No data is associated with this publication.
Abstract

Histone modifications play significant roles in many cellular processes, including cell cycle control, cancer, senescence, X-inactivation, cell fate decisions, and stem cell differentiation.[44] H3 lysine 27 trimethylation is a repressive histone modification regulated by methyltransferase enzyme EZH2 and demethylases KDM6.Previous research shows that staurosporine resulted in the cleavage of caspase-3, decrease of cell viability and decrease of histone H3 lysine 27 trimethylation (H3K27me3)[1]. However, this process has not been visualized in living cells and the mechanism of caspase-3 substrate proteins that lead to the H3K27me3 decline have not been fully specified yet. In this paper, we monitored the dynamics of H3K27me3 and caspase-3 in HeLa cells via engineered caspase-3 NES FRET biosensor and H3k27me3 FRET biosensor. Imaging results intuitively revealed the dynamic decrease of H3K27me3 as a consequence of caspase-3 activation, which is consistent with previous findings. Caspase-6 and lamin A were the downstream proteins of caspase-3 involved in this process and by inhibiting caspase-6, the un-cleaved lamin A accelerated the decline of H3K27me3 during apoptosis.
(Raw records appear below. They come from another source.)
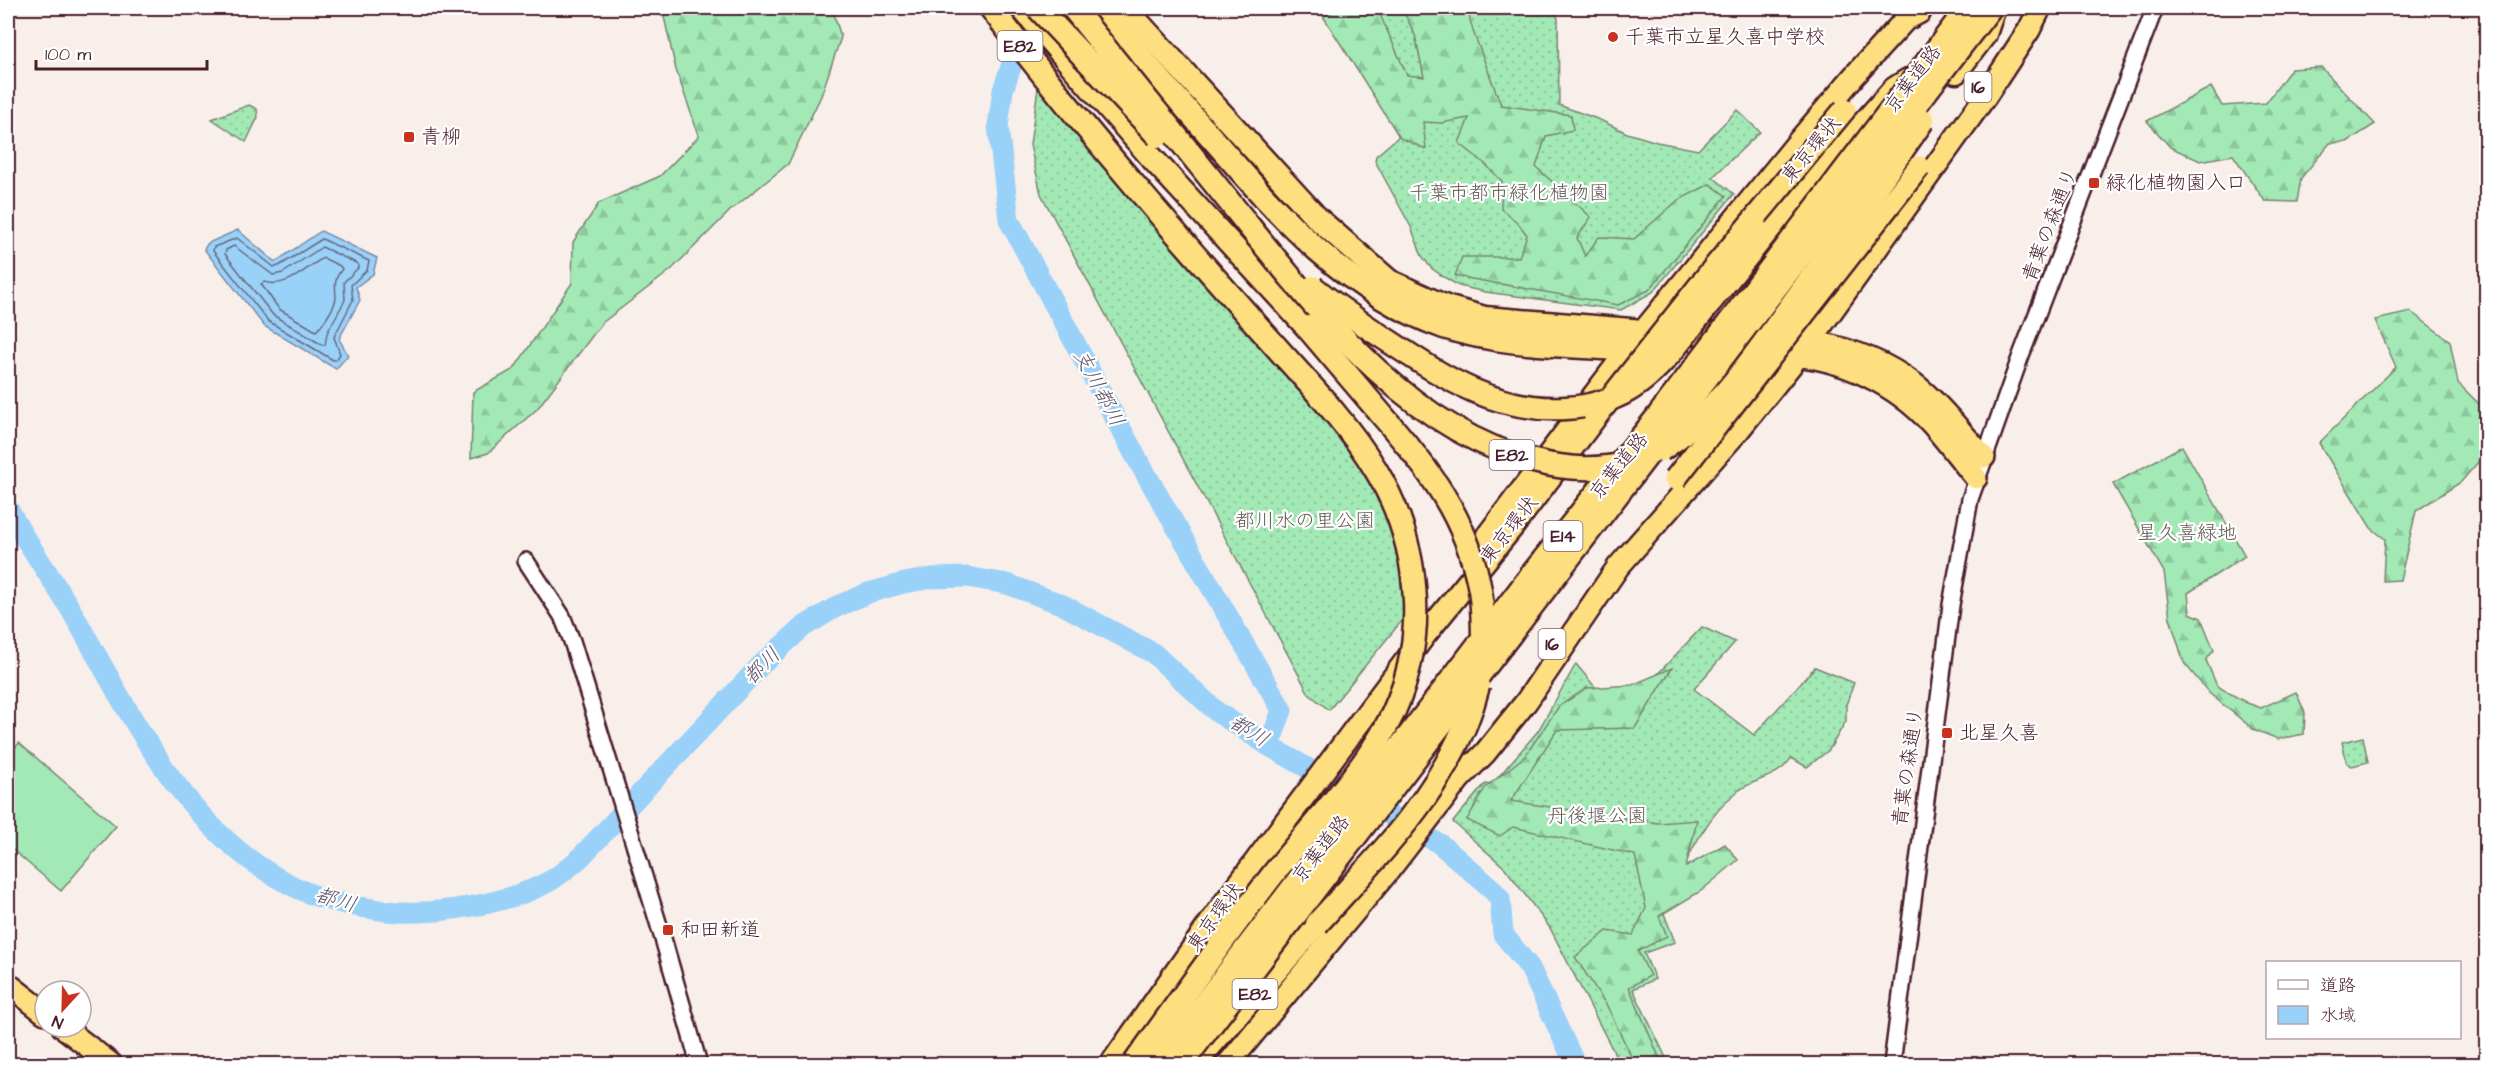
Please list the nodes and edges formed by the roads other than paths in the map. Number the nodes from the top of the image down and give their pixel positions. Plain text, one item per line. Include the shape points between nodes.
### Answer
1 (991, 8) edge
2 (1022, 8) edge
3 (1038, 8) edge
4 (1073, 8) edge
5 (1097, 8) edge
6 (1125, 8) edge
7 (1968, 8) edge
8 (1992, 8) edge
9 (2038, 8) edge
10 (2155, 8) edge
11 (1922, 10) edge
12 (1916, 75) junction
13 (1643, 331) junction
14 (1804, 348) junction
15 (1629, 350) junction
16 (1984, 457) junction
17 (1976, 478) junction
18 (526, 561) dead end
19 (1425, 634) junction
20 (1461, 777) junction
21 (8, 984) edge
22 (33, 1004) edge
23 (78, 1039) edge
24 (111, 1065) edge
25 (699, 1065) edge
26 (1111, 1065) edge
27 (1134, 1065) edge
28 (1158, 1065) edge
29 (1181, 1065) edge
30 (1193, 1065) edge
31 (1228, 1065) edge
32 (1892, 1065) edge

1 - 27 highway, E82, bridge via 1183,243 1366,452 1404,526 1413,568 1415,632 1410,661 1394,710 1378,740 1239,916
2 - 30 highway, E82, bridge via 1417,455 1455,515 1469,547 1480,590 1481,671 1471,712 1443,771 1420,805
3 - 12 highway, E82, bridge via 1242,223 1317,290 1431,369 1496,400 1537,409 1589,406 1622,395 1650,375 1823,167 1894,89
4 - 8 highway, E82, bridge via 1297,285 1349,342 1422,407 1455,430 1508,454 1561,466 1601,467 1624,464 1668,445 1703,418 1730,388 1985,34
5 - 15 highway via 1249,181 1323,256 1377,297 1446,327 1478,334
6 - 13 highway via 1318,219 1389,281 1436,303 1485,318
7 - 12 highway, 京葉道路 / E14, bridge
8 - 29 highway, 京葉道路 / E14, bridge
9 - 14 highway via 2030,30 1985,97
9 - 20 highway, 16, bridge via 1919,167 1594,581
10 - 16 street, 青葉の森通り
11 - 13 highway via 1905,20 1854,76
11 - 19 highway, 東京環状, bridge
12 - 28 highway, 京葉道路 / E14, bridge
13 - 14 highway
13 - 15 highway
14 - 15 highway
14 - 16 highway via 1862,354 1898,373 1929,397
14 - 17 highway via 1902,397 1931,423
14 - 20 highway via 1737,432 1618,567 1526,702
15 - 19 highway via 1461,572 1434,611
16 - 17 street, 青葉の森通り
17 - 32 street, 青葉の森通り via 1963,527 1951,605
18 - 25 street via 562,616 572,641
19 - 26 highway, 東京環状 via 1220,909
20 - 31 highway, 16
21 - 22 highway
23 - 24 highway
We hypothesize that caspase-3 activation induces the downregulation of EZH2 and the upregulation of KDM6, which ultimately leads to the diminish of H3K27 tri-methylation. Furthermore, the lack of lamin A disrupts the heterochromatin-lamina interaction, leading to the reduced accessibility of H3K27me3 by KDM6 and therefore a decreased

rate of demethylation.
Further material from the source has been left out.